# Blooming Onion - Kettle Style



## gmc2003 (Jul 28, 2022)

Just a quick post today. The weather was beautiful once again yesterday. Slight breeze and temps in the lower 80s. So, I decided to Q up a quick dish for my wife's and my supper. 

Time to fire up the old beer pole:







First step is to slice up the onion. 






Then it gets an initial coating of flour, seasoning, baking powder, and cornstarch. Then a dip in a wash solution of two eggs and some whole milk. Then back into the dry mix.







After the second dredging. 






Then onto the 22" Kettle with the Vortex. I had my bottom vents about halfway closed to lower the temps some.
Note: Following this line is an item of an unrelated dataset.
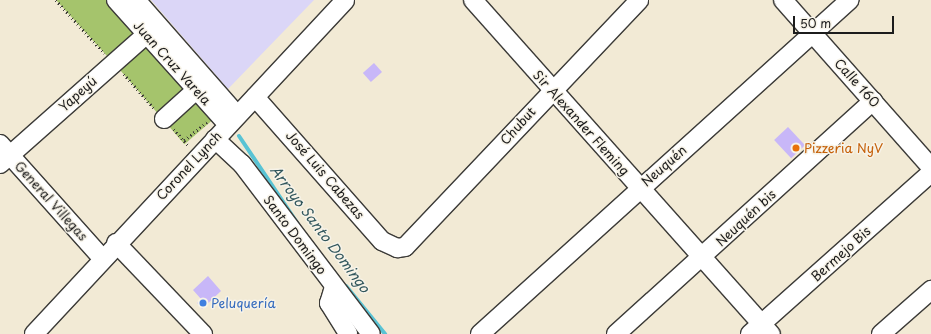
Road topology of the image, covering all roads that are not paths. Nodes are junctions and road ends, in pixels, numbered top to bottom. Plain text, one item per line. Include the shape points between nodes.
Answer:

Added a couple of chicken breasts that were marinated in pickle juice and dredged the same way the onion was. They were also basted with a garlic-teriyaki sauce. 





The onion is finished and ready to be eaten:





and so is the chicken:






As always thanks for taking a look. I also made a copycat recipe of Outbacks onion dipping sauce. It was pretty good, but I'll have to adjust some of the seasoning amounts. 

Chris

Here's an older thread giving a few more details on how to make the onion.





__





						Blooming Onion - Kettle style
					

When I go to the Outback steakhouse I always wind up ordering the blooming onion. There's something about it that I like more then onion rings or fries. Also in my quest to eliminate frying in oil I just had to try and reproduce it on the kettle. So heres my attempt. Sorry about the lack of...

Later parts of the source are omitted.